Q That is quite sufficient. Now Rose told you, in effect, in this report, that the compatibility of this vaccine had been tested on human beings and that it had no stronger reactions than were expected and compared in that connection with the Wehrmacht vaccines in use; and he went on to show some interest in the question of the immunity or efficacy of the vaccine in warding off the disease of typhus, did he not, professor?
A First of all, I do not recall ever having had this report. It is possible, out I cannot remember. If I understand your question correctly, you are referring to the laboratory infections, are you not?
Q No, I am just trying to establish the fact and get you to admit it - I do not think it is so terribly important - that we weren't concerned with compatibility questions in connection with the Ibsen vaccine. As Rose tells you in the report, its compatibility was all right. It compared with the 4 Wehrmacht vaccines in use. He goes on to talk about the efficacy of the vaccine, meaning its anti-infectious properties. That is what he was interested in, wasn't it?

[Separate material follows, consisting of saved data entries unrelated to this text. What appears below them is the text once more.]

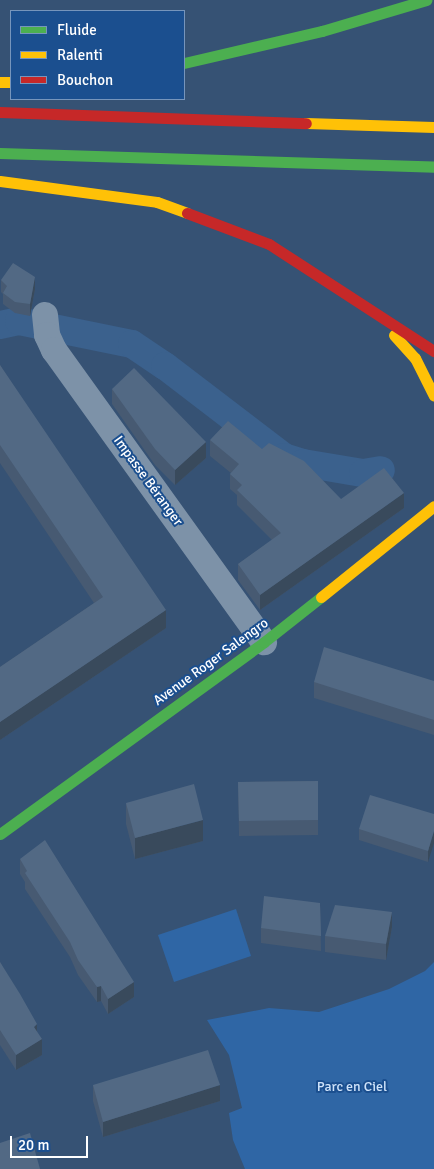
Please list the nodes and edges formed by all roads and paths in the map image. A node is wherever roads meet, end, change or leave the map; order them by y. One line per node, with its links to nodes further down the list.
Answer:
1 (426, 0): 2 (main road)
2 (185, 63)
3 (0, 112): 4 (main road)
4 (434, 127)
5 (0, 153): 6 (main road)
6 (434, 167)
7 (0, 181): 8 (main road)
8 (367, 307): 10 (main road); 11 (main road)
9 (46, 325): 13 (street, Impasse Béranger)
10 (434, 351)
11 (434, 396)
12 (434, 506): 13 (main road, Avenue Roger Salengro)
13 (264, 642): 14 (main road, Avenue Roger Salengro)
14 (0, 834)

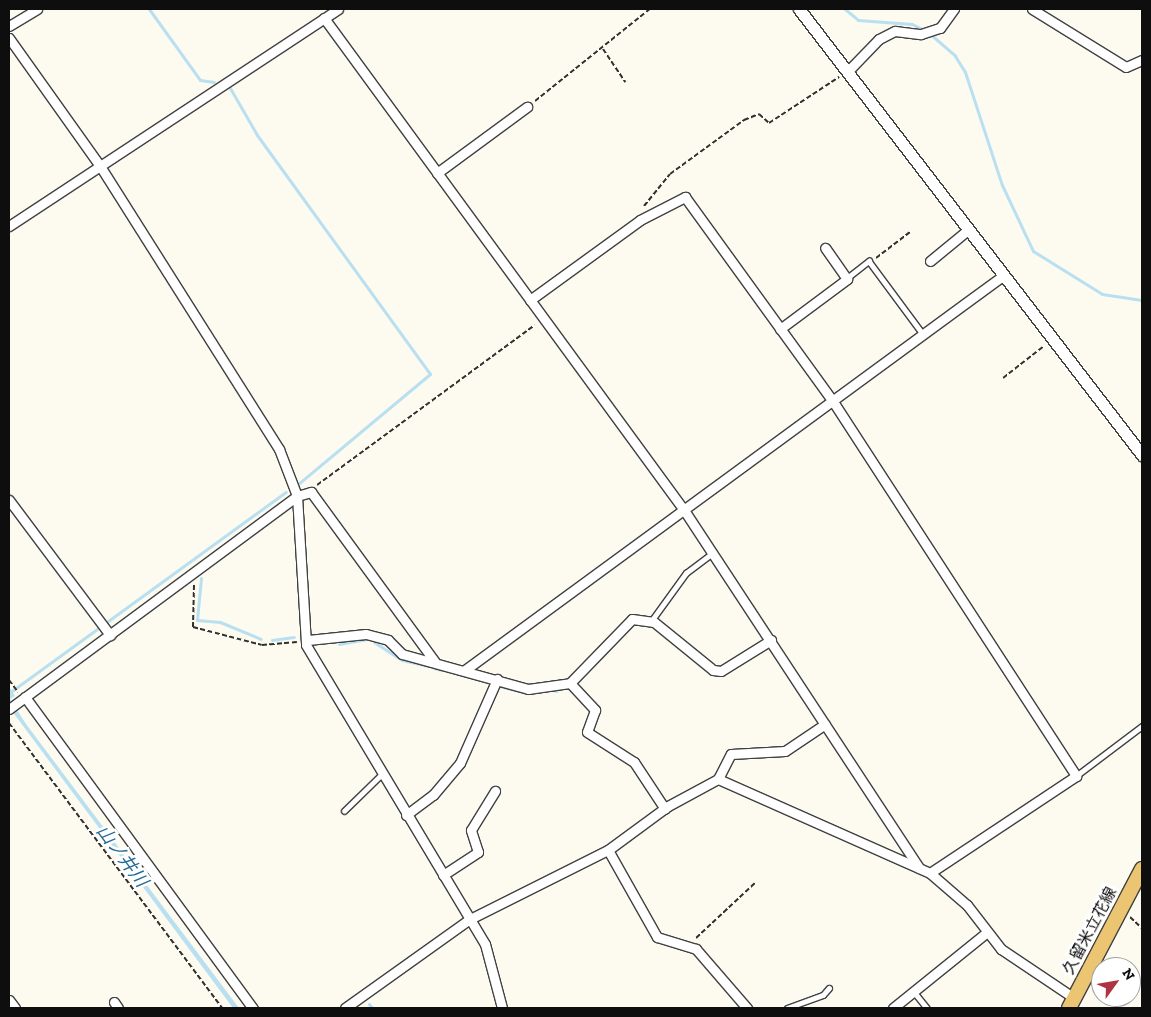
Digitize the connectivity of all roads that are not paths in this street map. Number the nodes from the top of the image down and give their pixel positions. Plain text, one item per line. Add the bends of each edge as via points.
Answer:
1 (37, 9) edge
2 (338, 9) edge
3 (799, 9) edge
4 (954, 9) edge
5 (1032, 9) edge
6 (324, 18) junction
7 (9, 26) edge
8 (9, 38) edge
9 (1142, 60) edge
10 (847, 72) junction
11 (527, 107) road end
12 (100, 166) junction
13 (437, 173) junction
14 (9, 226) edge
15 (969, 229) junction
16 (826, 248) dead end
17 (930, 261) dead end
18 (1004, 275) junction
19 (847, 278) junction
20 (530, 300) junction
21 (780, 329) junction
22 (924, 335) junction
23 (834, 403) junction
24 (1142, 455) edge
25 (297, 496) junction
26 (9, 500) edge
27 (684, 510) junction
28 (713, 552) junction
29 (651, 621) junction
30 (110, 635) junction
31 (308, 640) junction
32 (771, 640) junction
33 (435, 662) junction
34 (465, 670) junction
35 (497, 679) junction
36 (570, 683) junction
37 (24, 698) junction
38 (9, 710) edge
39 (825, 724) junction
40 (1142, 726) edge
41 (382, 774) junction
42 (1076, 776) junction
43 (718, 780) junction
44 (494, 791) dead end
45 (665, 809) junction
46 (344, 811) dead end
47 (406, 815) junction
48 (608, 850) junction
49 (919, 868) junction
50 (1142, 869) edge
51 (930, 872) junction
52 (443, 875) junction
53 (470, 920) junction
54 (986, 933) junction
55 (829, 988) dead end
56 (915, 993) junction
57 (9, 1000) edge
58 (1072, 1004) edge
59 (15, 1008) edge
60 (253, 1008) edge
61 (345, 1008) edge
62 (502, 1008) edge
63 (747, 1008) edge
64 (787, 1008) edge
65 (893, 1008) edge
66 (927, 1008) edge

1 - 7 street
2 - 6 street
3 - 10 street
4 - 10 street via 940,28 921,34 895,31 879,39
5 - 9 street via 1126,67
6 - 12 street
6 - 13 street
8 - 12 street
10 - 15 street
11 - 13 street
12 - 14 street
12 - 25 street via 280,449
13 - 20 street
15 - 17 street
15 - 18 street
16 - 19 street
18 - 22 street
18 - 24 street
19 - 21 street
19 - 22 lane via 870,262
20 - 21 street via 634,224 685,197
20 - 27 street
21 - 23 street
22 - 23 street
23 - 27 street
23 - 42 street
25 - 30 street
25 - 31 street via 301,602
25 - 33 street via 311,492
26 - 30 street
27 - 28 street
27 - 34 street
28 - 29 lane via 686,573
28 - 32 street
29 - 32 street via 713,670 721,671
29 - 36 street via 632,619 625,624
30 - 37 street
31 - 33 street via 366,634 388,640 402,654
31 - 41 street via 310,653
32 - 39 street
33 - 34 street
34 - 35 street
35 - 36 street via 528,689
35 - 47 street via 460,763 433,795
36 - 45 street via 595,710 587,732 634,762
37 - 38 street
37 - 60 street
39 - 43 street via 785,751 731,754
39 - 49 street
40 - 42 lane
41 - 46 lane
41 - 47 street
42 - 51 street
43 - 45 street
43 - 49 street
44 - 52 street via 471,830 478,852
45 - 48 street
47 - 52 street
48 - 53 street
48 - 63 street via 657,936 690,948 707,960
49 - 51 street
50 - 58 main road, 久留米立花線
51 - 54 street via 967,905
52 - 53 street
53 - 61 street
53 - 62 street via 485,944
54 - 56 street
54 - 58 street
55 - 64 lane via 823,995
56 - 65 street
56 - 66 lane
57 - 59 street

A That I cannot tell you. I cannot tell you what interested him. From the letter that I received I cannot see that. When I look at this document I see primarily its information on immunizing properties as regards mice.
Q Whether you know about it or not, didn't you, in fact, propose that you would carry out infection experiments with the Ibsen vac cine?

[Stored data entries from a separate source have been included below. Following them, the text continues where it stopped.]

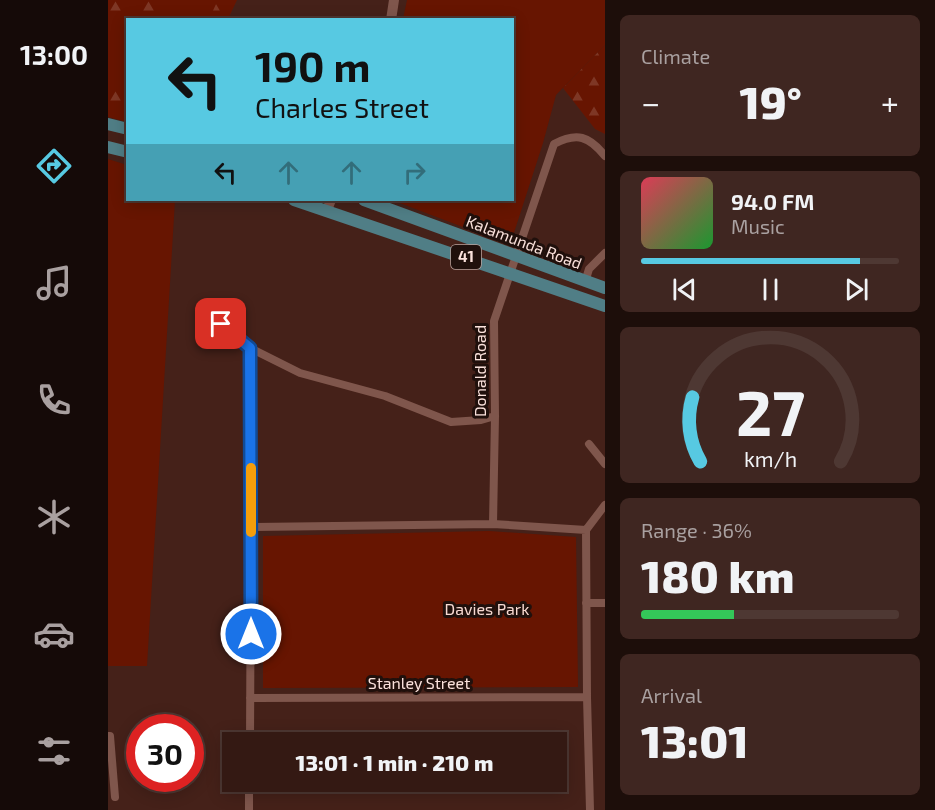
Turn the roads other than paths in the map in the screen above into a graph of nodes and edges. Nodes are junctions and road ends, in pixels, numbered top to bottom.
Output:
1 (394, 0) edge
2 (391, 18) edge
3 (108, 124) edge
4 (126, 128) edge
5 (108, 147) edge
6 (126, 152) edge
7 (605, 156) edge
8 (302, 201) edge
9 (367, 201) edge
10 (325, 204) edge
11 (605, 253) edge
12 (516, 256) junction
13 (510, 272) junction
14 (585, 282) junction
15 (605, 288) edge
16 (605, 306) edge
17 (221, 324) dead end
18 (250, 348) junction
19 (495, 416) junction
20 (589, 444) dead end
21 (605, 464) edge
22 (605, 505) edge
23 (493, 524) junction
24 (251, 527) junction
25 (586, 530) junction
26 (586, 603) junction
27 (605, 603) edge
28 (250, 698) junction
29 (587, 698) junction
30 (250, 732) edge
31 (108, 736) edge
32 (249, 792) edge
33 (115, 797) dead end
34 (249, 810) edge
35 (590, 810) edge

1 - 2 main road
3 - 4 main road
5 - 6 main road
7 - 12 street, Donald Road
8 - 10 main road, Kalamunda Road / 41
9 - 12 main road, Kalamunda Road / 41
10 - 13 main road, Kalamunda Road / 41
11 - 14 street
12 - 13 street, Donald Road
12 - 14 main road, Kalamunda Road / 41
13 - 16 main road, Kalamunda Road / 41
13 - 19 street, Donald Road
14 - 15 main road, Kalamunda Road / 41
17 - 18 street
18 - 19 street
18 - 24 street
19 - 23 street, Donald Road
20 - 21 street
22 - 25 street
23 - 24 street
23 - 25 street
24 - 28 street
25 - 26 street
26 - 27 street
26 - 29 street
28 - 29 street, Stanley Street
28 - 30 street
29 - 35 street
31 - 33 street
32 - 34 street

Didn't you tell Rose that you might do that?
A No. I never wanted to carry out any sort of infection experiments in connection with the Ibsen vaccine - never had that idea.
DR. MCHANEY: If defense counsel has sufficiently perused the document I was about to put to the witness earlier, I would like to do so at this point.

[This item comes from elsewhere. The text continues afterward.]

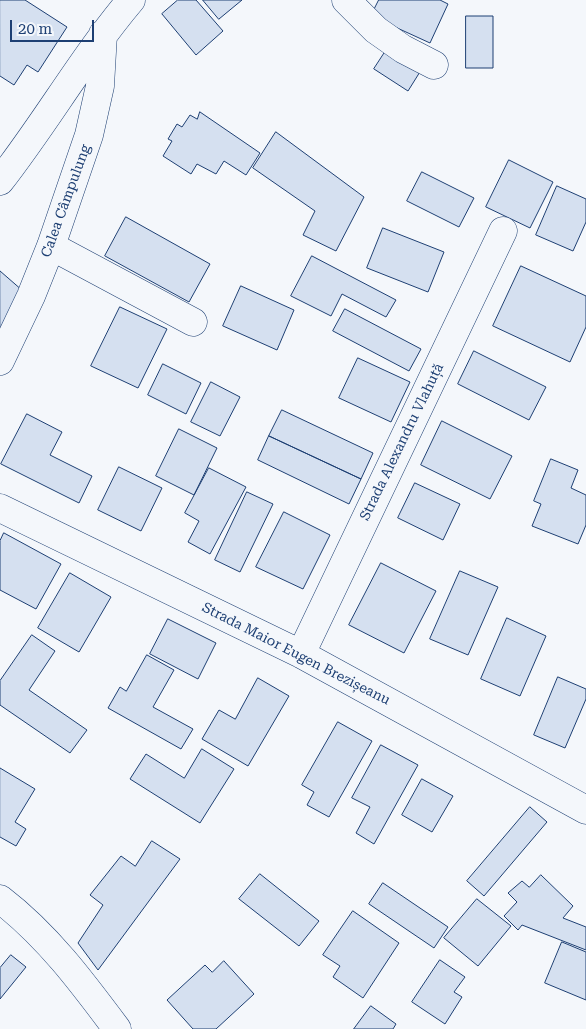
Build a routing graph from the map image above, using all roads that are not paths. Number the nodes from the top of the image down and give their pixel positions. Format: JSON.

DR. TIPP: I have perused the document sufficiently and have no objections to Mr. McHaney putting it now to the witness.
Q Now, Herr Professor, do you find a Series of extracts under the letter 3-B? I think that is on the right hand side of the page 3-B. Now the first one of the Series of 3 which have a pencil checkmark to the left - the date, as you will see is very faint on the photostat but it reads 23 November 1943 -- that is the first extract which I have checked in that series of extracts and I would like for you to read that aloud.
A "In addition there is the experimental series that is to begin in the next few days which makes special demands in view of the medical activities that will take place then."
DR. TIPP: I have some misgivings about the formal admissibility of this document. If the Tribunal will look at the document it will see that from a document, without any inter-connection between them, individual sentences have been taken out and made into a new document. In my opinion, both the witness, who must answer questions about it, and the defense, have a right to see the whole document. He just read a passage that you heard and, as you have observed it, it is completely arbitrary for the prosecution to assume that this new research series, the Ahnenerbe research institute in Natzweiler, has anything to do with typhus experimentation. There is nothing to that effect in that sentence. We know from other documents that, let us say, Hirt or Bickenbach, at a time that we do not know, carried out a whole series of experiments in Natzweiler. In my opinion that document is admissible as evidence only if it is self explanatory, that is, if the sentences which the prosecutor is going to discuss state exactly what experiments are being referred to.
If I were to tell Mr. McHaney that these were Hirt experiments that were discussed in the sentences, I do not think he could prove the opposite. I believe that the document, in the way it is about to be put in, does not meet the rules of documentary evidence such as have been observed heretofore in this Tribunal. If the document is to be admitted, then let the whole document be admitted, but not just a few sentences that have been torn from their context and which are not comprehensible in themselves. Therefore I object to the admission of this document unless the document from where these sentences were taken is put in as a whole.
MR. McHANEY: I think there is a remote possibility that if I am permitted to put a few questions to the witness he will admit that those extracts pertain to his work. I have been trying to do that for about 30 minutes. These extracts here, I think, the witness may very well concede, concern his experiments.
THE PRESIDENT: May I ask the witness if he is aware whether or not that extract just read refers to any particular experiment and if so, what experiment?
A This is a note of 25 October 1942.
Q I did not ask you to road that one. I want you to read the next one and then tell the Tribunal whether it has reference to your activities in Natzweiler - the one immediately under that - the first one checked.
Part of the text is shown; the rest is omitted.